Unlike most human coding, CH monitors do not measure each story as a unit, but examine the entire discussion in the aggregate. To do that, the algorithm breaks up all relevant texts into subsections. Rather than dividing each story, paragraph, sentence or word, CH treats the "assertion" as the unit of measurement. Thus, posts are divided up by the computer algorithm. If 40% of a post fits into one category, and 60% fits into another, the software will divide the text accordingly. Consequently, the results are not expressed in percent of newshole or percent of posts. Instead, the results are the percent of assertions out of the entire body of stories identified by the original Boolean search terms. We refer to the entire collection of assertions as the "conversation."

Testing and Validity

Extensive testing by Crimson Hexagon has demonstrated that the tool is 97% reliable, that is, in 97% of cases analyzed, the technology’s coding has been shown to match human coding. PEJ spent more than 12 months testing CH, and our own tests comparing coding by humans and the software came up with similar results.

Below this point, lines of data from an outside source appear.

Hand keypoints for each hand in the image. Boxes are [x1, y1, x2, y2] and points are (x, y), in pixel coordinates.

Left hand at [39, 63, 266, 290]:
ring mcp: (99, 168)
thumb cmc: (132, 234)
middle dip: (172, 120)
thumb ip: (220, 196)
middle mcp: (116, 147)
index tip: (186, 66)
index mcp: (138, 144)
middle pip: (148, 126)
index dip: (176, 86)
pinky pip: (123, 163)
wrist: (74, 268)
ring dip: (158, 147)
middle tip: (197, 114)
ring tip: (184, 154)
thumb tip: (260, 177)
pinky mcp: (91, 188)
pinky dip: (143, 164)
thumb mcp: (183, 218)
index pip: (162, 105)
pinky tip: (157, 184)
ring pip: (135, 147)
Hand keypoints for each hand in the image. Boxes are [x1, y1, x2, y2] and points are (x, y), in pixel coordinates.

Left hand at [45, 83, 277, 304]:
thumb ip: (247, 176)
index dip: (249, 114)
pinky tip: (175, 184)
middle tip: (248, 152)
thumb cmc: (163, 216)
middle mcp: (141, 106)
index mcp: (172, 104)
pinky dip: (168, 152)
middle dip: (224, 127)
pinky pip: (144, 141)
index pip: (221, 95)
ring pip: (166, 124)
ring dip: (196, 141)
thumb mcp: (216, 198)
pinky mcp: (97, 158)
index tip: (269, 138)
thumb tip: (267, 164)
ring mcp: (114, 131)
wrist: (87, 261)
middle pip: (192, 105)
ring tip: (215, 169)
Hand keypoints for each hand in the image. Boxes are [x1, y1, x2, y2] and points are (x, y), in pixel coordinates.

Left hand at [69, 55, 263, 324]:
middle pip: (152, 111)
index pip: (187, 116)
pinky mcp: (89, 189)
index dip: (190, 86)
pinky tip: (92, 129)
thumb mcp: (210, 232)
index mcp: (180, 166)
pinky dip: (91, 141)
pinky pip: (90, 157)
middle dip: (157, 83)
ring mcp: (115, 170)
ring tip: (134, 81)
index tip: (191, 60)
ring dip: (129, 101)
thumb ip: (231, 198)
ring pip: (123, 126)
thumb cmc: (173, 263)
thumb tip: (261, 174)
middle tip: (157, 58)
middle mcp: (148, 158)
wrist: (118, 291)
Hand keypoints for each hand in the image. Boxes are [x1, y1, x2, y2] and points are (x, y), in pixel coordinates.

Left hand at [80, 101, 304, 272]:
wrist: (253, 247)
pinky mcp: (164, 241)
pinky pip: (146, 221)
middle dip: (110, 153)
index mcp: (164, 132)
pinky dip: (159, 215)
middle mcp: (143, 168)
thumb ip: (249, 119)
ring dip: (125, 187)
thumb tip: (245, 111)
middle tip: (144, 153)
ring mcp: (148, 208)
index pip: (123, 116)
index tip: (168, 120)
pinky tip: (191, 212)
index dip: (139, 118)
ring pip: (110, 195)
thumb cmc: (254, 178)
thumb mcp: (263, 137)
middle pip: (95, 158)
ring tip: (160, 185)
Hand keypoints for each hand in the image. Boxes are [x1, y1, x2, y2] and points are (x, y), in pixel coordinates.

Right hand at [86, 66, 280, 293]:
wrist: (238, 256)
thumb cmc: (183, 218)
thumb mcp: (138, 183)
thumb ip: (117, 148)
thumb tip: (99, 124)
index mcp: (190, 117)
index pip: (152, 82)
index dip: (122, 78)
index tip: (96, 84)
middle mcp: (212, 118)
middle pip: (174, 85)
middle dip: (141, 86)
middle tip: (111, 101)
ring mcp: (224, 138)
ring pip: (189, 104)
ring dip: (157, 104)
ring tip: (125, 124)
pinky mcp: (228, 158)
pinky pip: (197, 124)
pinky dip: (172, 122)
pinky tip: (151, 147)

In addition to validity tests of the platform itself, PEJ conducted separate examinations of human intercoder reliability to show that the training process for complex concepts is replicable. The first test had five researchers each code the same 30 stories which resulted in an agreement of 85%.

A second test had each of the five researchers build their own separate monitors to see how the results compared. This test involved not only testing coder agreement, but also how the algorithm handles various examinations of the same content when different human trainers are working on the same subject. The five separate monitors came up with results that were within 85% of each other.

Unlike polling data, the results from the CH tool do not have a sampling margin of error since there is no sampling involved. For the algorithmic tool, reliability tested at 97% meets the highest standards of academic rigor.